What is your most hated song?

Going To The Country by Canned Heat. It like… wants to be 12-bar blues? But the tempo is too fast, sung by a reedy-voiced white guy who is never quite on key, and a flute solo, of all things. Why is it still played? What is this song to people?

I love “Going Up The Country”, can’t explain why, but I do. (Just like others, I love a lot of songs mentioned in this thread, but also share the hate for others posted)

Well, not only me, it was popular enough to feature prominently in the Woodstock movie.

I remember listening to the top 100 countdown for the year on a December evening. Seasons in the Sun came in second. Number one that year?

So many memories too painful to remember
The way we were

Not a good year for Pop music – but at least we had some fine Prog to retreat to

They were trying to sound like Henry Thomas.

You win the internet today. :man_bowing:

Since I read this on Tuesday, Highway to Hell, AC/DC. It’s by no means my most hated song, but it’s a song I dislike which I still constantly hear. Please, blank that shit out.

Bad to the Bone is my M/W/F answer to this question, for the same reasons.

I’ll probably rile up a few of the old fogies in this thread. I hate classic rock, so I agree with the Zeppelin mentions, and other associated songs.

But the one song I hate more than anything else? It’s a tie between House of the Rising Sun, particularly the version by The Animals and Do It Again by Steely Dan.

I was never much of a radio listener, so my least favorite songs are typically those from bands I like, on albums I like, that make me have to skip over the ear-assault to get back to songs I like. This was a pain in the ass when I listened only to albums on turntables. So, Revolution #9 - the Beatles, ranks up there as a least favorite song (though it’s more of an experimental sound collage than a song).

But, I was held hostage listening to radio when I was in junior high and the bus driver blared his radio early in the morning on the way to school. The station he blared generally played good songs, but I always cringed when these songs came on: Tie a Yellow Ribbon Round the Ole Oak Tree - Tony Orlando & Dawn, The Candy Man - Sammy Davis Junior, and Muskrat Love - Captain & Tennille. They were enough to make me want to vomit my Wheaties.

While awaiting a haircut yesterday I was subjected to the local “Classic Hits” station and the dreaded “Pina Colada Song” played. When I was a radio DJ and I was forced to play that song, I always turned the monitor down to zero. The song has a catchy hook to it, but the content (a song about two cheating, self-absorbed, vacuous people who truly deserve each other) always irritated me.

Which version? :nauseated_face:

I should have differentiated between “Christmas Music” and “All Other Music” when I submitted Sleigh Ride. :face_vomiting:

Anything sung by Michael McDonald.

It’s really crazy how the opinions on his voice are so polarized. To me, he sounds like he’s straining for a bowel movement in a heavily carpeted bathroom (canonical example), but I’ve heard many people say he sounds like sex on a stick. I don’t get that at all.

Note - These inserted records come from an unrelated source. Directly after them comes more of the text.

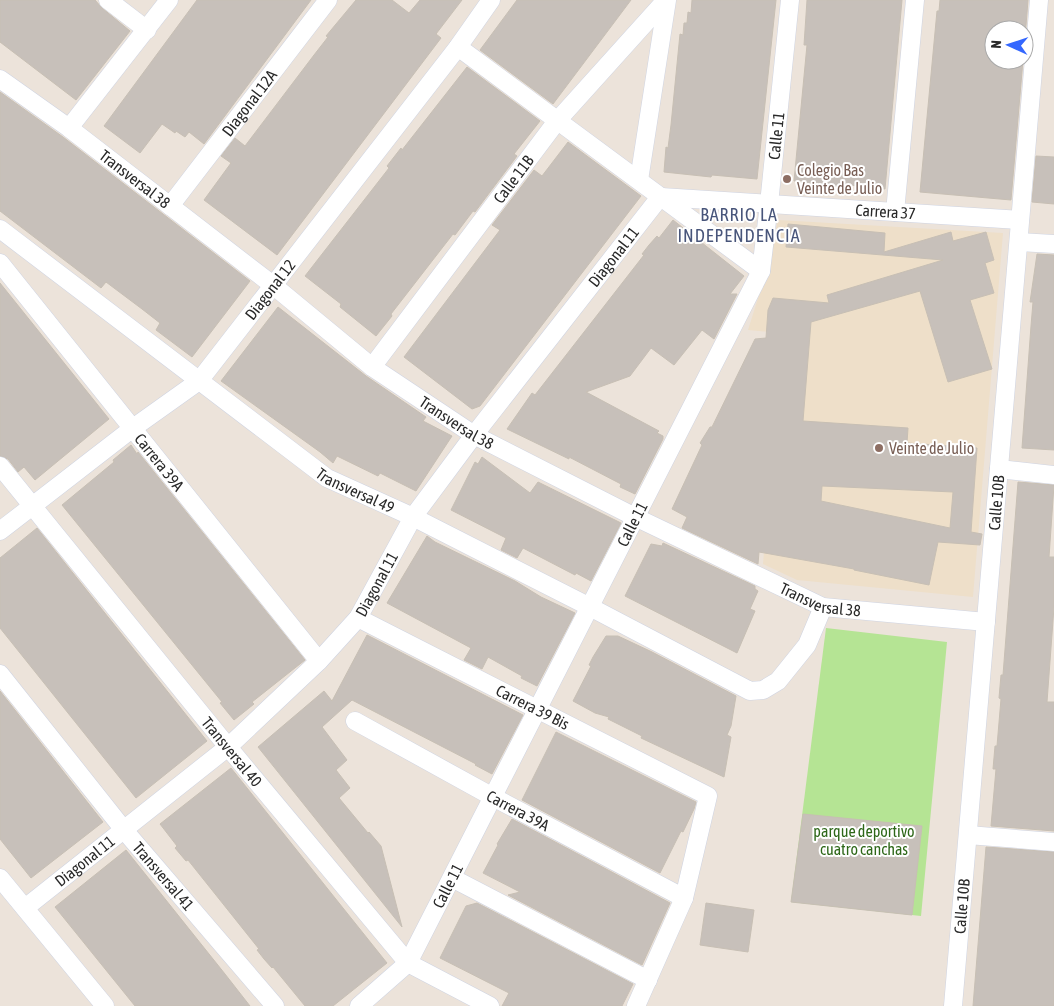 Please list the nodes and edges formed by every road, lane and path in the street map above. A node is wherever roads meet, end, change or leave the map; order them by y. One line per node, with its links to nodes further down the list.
1 (108, 0): 9 (street)
2 (169, 0): 9 (street)
3 (328, 0): 17 (street, Diagonal 12A)
4 (491, 0): 10 (street, Diagonal 12)
5 (666, 0): 12 (street, Calle 11B); 14 (street)
6 (790, 0): 16 (street, Calle 11)
7 (915, 0): 18 (street)
8 (1039, 0): 19 (street, Calle 10B)
9 (147, 30): 13 (street)
10 (458, 47): 12 (street); 25 (street, Diagonal 12)
11 (0, 78): 13 (street, Transversal 38)
12 (557, 120): 14 (street); 26 (street, Calle 11B)
13 (70, 128): 17 (street, Transversal 38)
14 (639, 180): 15 (street)
15 (660, 197): 16 (street, Carrera 37); 24 (street); 29 (street, Diagonal 11)
16 (769, 204): 18 (street, Carrera 37); 24 (street, Calle 11)
17 (170, 206): 25 (street, Transversal 38)
18 (895, 212): 19 (street, Carrera 37)
19 (1020, 220): 21 (street, Calle 10B)
20 (0, 229): 27 (street, Transversal 49)
21 (1019, 242): 22 (street); 31 (street, Calle 10B)
22 (1054, 244)
23 (0, 263): 28 (street, Carrera 39A)
24 (761, 271): 35 (street, Calle 11)
25 (274, 286): 26 (street, Transversal 38); 27 (street, Diagonal 12)
26 (372, 367): 29 (street, Transversal 38)
27 (199, 381): 28 (street, Diagonal 12); 34 (street, Transversal 49)
28 (132, 428): 33 (street, Diagonal 12); 41 (street, Carrera 39A)
29 (474, 435): 34 (street, Diagonal 11); 35 (street, Transversal 38)
30 (0, 466): 33 (street, Transversal 40)
31 (999, 470): 32 (street); 40 (street, Calle 10B)
32 (1054, 474)
33 (31, 506): 36 (street, Diagonal 12); 45 (street, Transversal 40)
34 (413, 517): 37 (street, Transversal 49); 39 (street, Diagonal 11)
35 (635, 517): 37 (street, Calle 11); 38 (street, Transversal 38)
36 (0, 531)
37 (590, 607): 38 (street, Transversal 49); 43 (street, Calle 11)
38 (824, 607): 40 (street, Transversal 38)
39 (358, 618): 41 (street, Diagonal 11); 43 (street, Carrera 39 Bis)
40 (986, 622): 48 (street, Calle 10B)
41 (319, 661): 45 (street, Diagonal 11)
42 (0, 674): 47 (street, Transversal 41)
43 (538, 709): 46 (street, Calle 11); 52 (street, Carrera 39 Bis)
44 (355, 721): 46 (street, Carrera 39A)
45 (228, 747): 47 (street, Diagonal 11); 54 (street, Transversal 40)
46 (493, 797): 51 (street, Calle 11); 52 (street, Carrera 39A)
47 (124, 830): 53 (street, Diagonal 11); 57 (street, Transversal 41)
48 (968, 835): 49 (street); 61 (street, Calle 10B)
49 (1054, 842)
50 (0, 878): 53 (street)
51 (452, 878): 54 (street, Calle 11); 55 (street)
52 (684, 898): 55 (street)
53 (25, 908): 56 (street)
54 (408, 963): 58 (street, Calle 11); 59 (street, Transversal 40)
55 (648, 980): 60 (street)
56 (105, 1006)
57 (275, 1006)
58 (359, 1006)
59 (490, 1006)
60 (636, 1006)
61 (953, 1006)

I only like the Doobie brothers BECAUSE of Michael McDonald. I hate most of those whining southern shitkickers bleating on and on, but the Doobies are quite listenable. Because of Michale McDonald. “Taking It To the Streets” :grin: - happy music to me

There is a reason why in The Good Place that jingle is the official Bad Place song.

I have not read the tread because I don’t want to be influenced, so if I’m repeating or the conversation has drifted, forgive me.

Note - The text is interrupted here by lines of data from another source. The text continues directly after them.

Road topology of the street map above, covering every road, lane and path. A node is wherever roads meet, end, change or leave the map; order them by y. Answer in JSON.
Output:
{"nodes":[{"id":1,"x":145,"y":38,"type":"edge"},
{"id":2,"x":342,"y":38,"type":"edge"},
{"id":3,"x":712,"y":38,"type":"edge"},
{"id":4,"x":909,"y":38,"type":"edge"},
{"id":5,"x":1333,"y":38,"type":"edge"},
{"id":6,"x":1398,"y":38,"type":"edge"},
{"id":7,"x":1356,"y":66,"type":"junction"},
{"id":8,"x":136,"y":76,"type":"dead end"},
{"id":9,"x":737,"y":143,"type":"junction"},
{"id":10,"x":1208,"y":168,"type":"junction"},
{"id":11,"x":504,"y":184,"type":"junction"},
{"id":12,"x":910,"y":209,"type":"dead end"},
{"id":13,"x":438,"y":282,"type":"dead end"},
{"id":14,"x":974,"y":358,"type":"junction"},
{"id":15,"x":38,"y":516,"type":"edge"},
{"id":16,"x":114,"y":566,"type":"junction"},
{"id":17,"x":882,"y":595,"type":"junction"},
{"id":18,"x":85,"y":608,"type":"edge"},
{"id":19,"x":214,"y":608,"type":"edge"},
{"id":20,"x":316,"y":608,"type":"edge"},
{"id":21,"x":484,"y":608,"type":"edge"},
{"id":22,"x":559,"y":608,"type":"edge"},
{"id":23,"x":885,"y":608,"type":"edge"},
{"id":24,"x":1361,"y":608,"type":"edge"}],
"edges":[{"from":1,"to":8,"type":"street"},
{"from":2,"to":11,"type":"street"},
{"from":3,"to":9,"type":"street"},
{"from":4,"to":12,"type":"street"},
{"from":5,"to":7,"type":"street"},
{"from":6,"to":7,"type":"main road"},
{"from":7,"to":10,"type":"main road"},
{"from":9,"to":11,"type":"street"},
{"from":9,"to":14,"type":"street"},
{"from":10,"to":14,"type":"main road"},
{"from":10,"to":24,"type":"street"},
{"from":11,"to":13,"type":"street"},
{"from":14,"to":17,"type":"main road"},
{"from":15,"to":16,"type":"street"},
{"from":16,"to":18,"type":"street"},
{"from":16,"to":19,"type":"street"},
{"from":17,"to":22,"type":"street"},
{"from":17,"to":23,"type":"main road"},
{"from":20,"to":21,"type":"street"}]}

Sweet Home Alabama. I hate it. Hate, hate, HATE it. I hate that it’s a celebration of the right to be a fucking racist and I especially hate that white people defend it as not a celebration of racism.

How they contort the actual words to make it say the opposite of what it says and disregard the very reason why the song exists in the first place. How they use the black background singers as evidence that the song couldn’t be racist as if black people weren’t and aren’t used to further any song, institution or thing by whites without even the pretense of a second thought. And this is done by my friends-- MY FRIENDS!-- which shows just how much it is ok to be a racist even among non-racists.

For a while I thought maybe my non-racists friends were right about this song but the last 10 year or so have shown me that no, almost all white people do not want to see it, it makes them uncomfortable-- even the good ones.

Sweet Home Alabama makes reference to Alabama by Neil Young (“Alabama … your Cadillac has a wheel in the ditch and a wheel on the track”), so it is at least partly a response to the diss. It is subsequently referenced in the chorus of Warren Zevon’s Play It All Night Long (“Sweet Home Alabama, play that dead band’s song”).

It is a response to a few songs calling out Alabama for being racists, so yeah, it’s a response to a diss. A deserved diss. And pointing out other states are racists too does not endear me at all.

Yeah, another Neil Young song condemning Southern racism that’s referenced in the song is “Southern Man”, in the line “a Southern man don’t need him [Neil] around anyhow”.